• ASSIGNMENT:
When the string "bridge" occurs in a line of the records, show that line.

(Excerpts from a dataset)

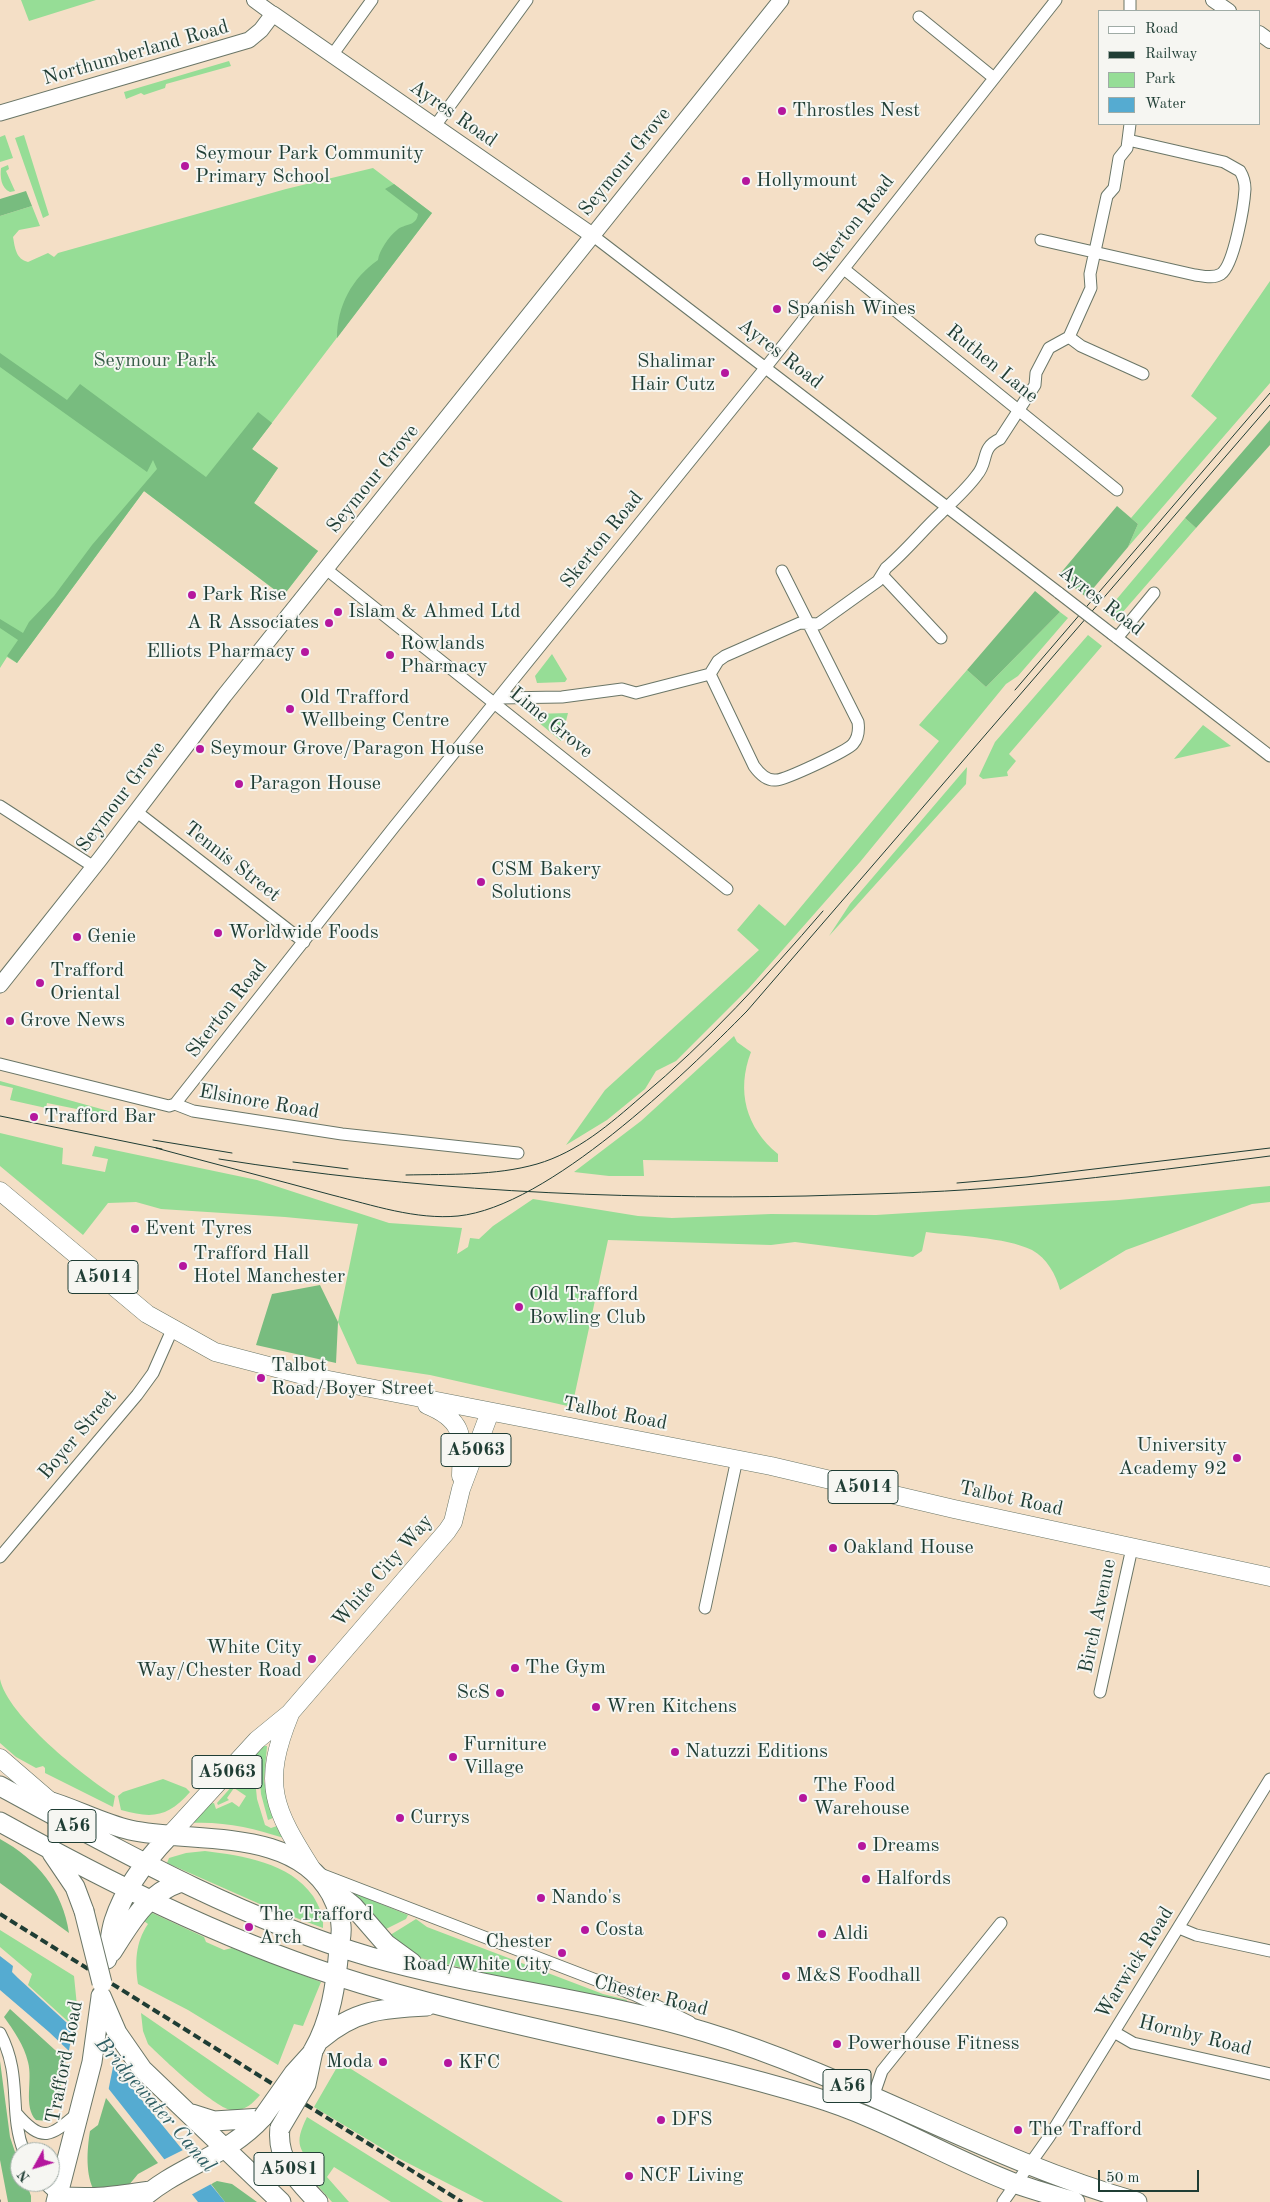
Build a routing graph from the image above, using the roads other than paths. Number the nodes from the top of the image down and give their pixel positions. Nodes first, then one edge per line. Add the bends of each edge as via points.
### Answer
1 (254, 0) edge
2 (372, 0) edge
3 (527, 0) edge
4 (780, 0) edge
5 (1056, 0) edge
6 (1213, 0) edge
7 (1228, 10) edge
8 (273, 14) junction
9 (919, 17) dead end
10 (333, 54) junction
11 (994, 78) junction
12 (0, 113) edge
13 (1130, 125) edge
14 (435, 126) junction
15 (1128, 140) junction
16 (592, 235) junction
17 (1041, 240) dead end
18 (1096, 252) junction
19 (844, 269) junction
20 (1070, 337) junction
21 (766, 367) junction
22 (1143, 374) dead end
23 (1019, 410) junction
24 (1117, 490) dead end
25 (947, 508) junction
26 (326, 569) junction
27 (782, 571) dead end
28 (883, 576) junction
29 (1154, 593) dead end
30 (810, 624) junction
31 (1114, 636) junction
32 (941, 638) dead end
33 (710, 674) junction
34 (497, 700) junction
35 (1270, 756) edge
36 (0, 806) edge
37 (137, 812) junction
38 (94, 867) junction
39 (727, 889) dead end
40 (304, 942) junction
41 (2, 978) edge
42 (0, 1064) edge
43 (175, 1104) junction
44 (518, 1153) dead end
45 (0, 1191) edge
46 (172, 1330) junction
47 (396, 1394) junction
48 (490, 1412) junction
49 (737, 1459) junction
50 (461, 1489) junction
51 (1132, 1548) junction
52 (0, 1557) edge
53 (1270, 1577) edge
54 (704, 1608) dead end
55 (1100, 1692) dead end
56 (290, 1713) junction
57 (0, 1758) edge
58 (1270, 1779) edge
59 (3, 1788) edge
60 (51, 1802) junction
61 (0, 1817) edge
62 (0, 1822) edge
63 (169, 1836) junction
64 (29, 1838) junction
65 (48, 1848) junction
66 (145, 1865) junction
67 (319, 1877) junction
68 (181, 1882) junction
69 (129, 1890) junction
70 (149, 1900) junction
71 (1001, 1923) dead end
72 (120, 1925) junction
73 (1179, 1928) junction
74 (339, 1946) junction
75 (1270, 1952) edge
76 (427, 1972) junction
77 (337, 1976) junction
78 (103, 2002) junction
79 (443, 2006) junction
80 (706, 2032) junction
81 (1114, 2032) junction
82 (0, 2033) edge
83 (317, 2045) junction
84 (1270, 2074) edge
85 (873, 2097) junction
86 (79, 2112) junction
87 (186, 2112) junction
88 (17, 2114) junction
89 (263, 2118) junction
90 (21, 2142) edge
91 (227, 2148) junction
92 (1029, 2165) junction
93 (1015, 2183) junction
94 (146, 2198) edge
95 (59, 2200) edge
96 (281, 2202) edge
97 (318, 2202) edge
98 (1003, 2202) edge
99 (1075, 2202) edge
100 (1137, 2202) edge

1 - 8 street, Ayres Road
2 - 10 street
3 - 14 street
4 - 16 main road, Seymour Grove
5 - 11 street, Skerton Road
6 - 7 street
8 - 10 main road, Ayres Road
8 - 12 main road, Northumberland Road via 261,30 246,41
9 - 11 street
10 - 14 main road, Ayres Road
11 - 19 street, Skerton Road
13 - 15 street
14 - 16 main road, Ayres Road
15 - 18 street via 1127,148 1119,158 1114,188 1107,196
15 - 18 street via 1224,162 1240,171 1245,189 1232,255 1224,271 1212,277
16 - 21 street, Ayres Road
16 - 26 main road, Seymour Grove
17 - 18 street
18 - 20 street via 1090,274 1091,288
19 - 21 street, Skerton Road
19 - 23 street, Ruthen Lane
20 - 22 street via 1075,343
20 - 23 street via 1049,348 1036,372 1035,385
21 - 25 street, Ayres Road
21 - 34 street, Skerton Road
23 - 24 street, Ruthen Lane
23 - 25 street via 1000,439 985,452 984,466 976,477
25 - 28 street via 886,568
25 - 31 street, Ayres Road, bridge
26 - 34 street, Lime Grove
26 - 37 main road, Seymour Grove via 183,748
27 - 30 street
28 - 30 street via 834,614 818,624
28 - 32 street
29 - 31 street
30 - 33 street via 800,623 725,656
30 - 33 street via 858,722 856,739 849,748 780,780 761,775
31 - 35 street, Ayres Road
33 - 34 street via 636,693 622,688 562,697
34 - 39 street, Lime Grove
34 - 40 street, Skerton Road
36 - 38 street
37 - 38 main road, Seymour Grove
37 - 40 street, Tennis Street
38 - 41 main road, Seymour Grove
40 - 43 street, Skerton Road
42 - 43 street, Elsinore Road via 168,1106
43 - 44 street, Elsinore Road via 193,1111 268,1124
45 - 46 main road, Talbot Road / A5014 via 147,1314
46 - 47 main road, Talbot Road / A5014 via 215,1352
46 - 52 street, Boyer Street via 156,1366 137,1395
47 - 48 main road, Talbot Road / A5014
47 - 50 main road via 440,1411 456,1422 462,1440
48 - 49 main road, Talbot Road / A5014
48 - 50 main road, White City Way / A5063
49 - 51 main road, Talbot Road / A5014
49 - 54 street
50 - 56 main road, White City Way / A5063 via 448,1531
51 - 53 main road, Talbot Road / A5014
51 - 55 street, Birch Avenue
56 - 63 main road, White City Way / A5063 via 257,1740
56 - 67 main road, White City Way / A5063 via 275,1757 274,1787 280,1810 297,1845
57 - 60 main road
58 - 73 street, Warwick Road
59 - 60 highway
59 - 66 highway, A56
60 - 63 highway via 130,1830
61 - 64 main road
62 - 64 highway, A56
63 - 66 highway
63 - 67 highway, A56 via 248,1842 277,1851
64 - 65 highway, A56
65 - 69 highway, A56
65 - 78 highway, bridge via 75,1887 84,1911
66 - 68 highway, Chester Road / A56
66 - 69 highway
67 - 74 highway via 340,1915
67 - 76 highway, A56 via 353,1906 393,1950
67 - 80 street via 635,1995
68 - 70 highway via 158,1892
68 - 74 highway, Chester Road / A56 via 253,1914
69 - 70 highway, A56
69 - 72 highway
70 - 72 highway
70 - 77 highway, A56 via 257,1947
71 - 85 street via 882,2071
72 - 78 highway via 107,1959
73 - 75 street
73 - 81 street, Warwick Road
74 - 76 highway, Chester Road / A56
74 - 77 highway
76 - 80 highway, Chester Road / A56 via 547,1995
77 - 79 highway, A56
77 - 83 highway
78 - 86 highway, Trafford Road
78 - 87 highway, A5081 via 142,2069
79 - 83 highway, A56 via 365,2013 345,2021
79 - 93 highway, A56 via 814,2097 873,2118
80 - 85 highway, Chester Road / A56
81 - 84 street, Hornby Road via 1133,2043
81 - 92 street, Warwick Road
82 - 88 street via 14,2073
83 - 89 highway, bridge
83 - 97 highway, A5081, bridge via 306,2084 280,2128 280,2148 284,2162
85 - 92 highway, Chester Road / A56
86 - 88 street via 45,2134 28,2128
86 - 95 highway, Trafford Road
87 - 89 highway, A5081 via 214,2121
87 - 91 highway, A5081
88 - 90 street via 16,2128
89 - 91 highway
91 - 94 highway via 174,2175
91 - 96 highway, A5081
92 - 93 street, Warwick Road
92 - 100 highway, Chester Road / A56
93 - 98 street, Warwick Road
93 - 99 highway, A56
94 - 95 highway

• EXERCISE SOLUTION:
25 - 31 street, Ayres Road, bridge
65 - 78 highway, bridge via 75,1887 84,1911
83 - 89 highway, bridge
83 - 97 highway, A5081, bridge via 306,2084 280,2128 280,2148 284,2162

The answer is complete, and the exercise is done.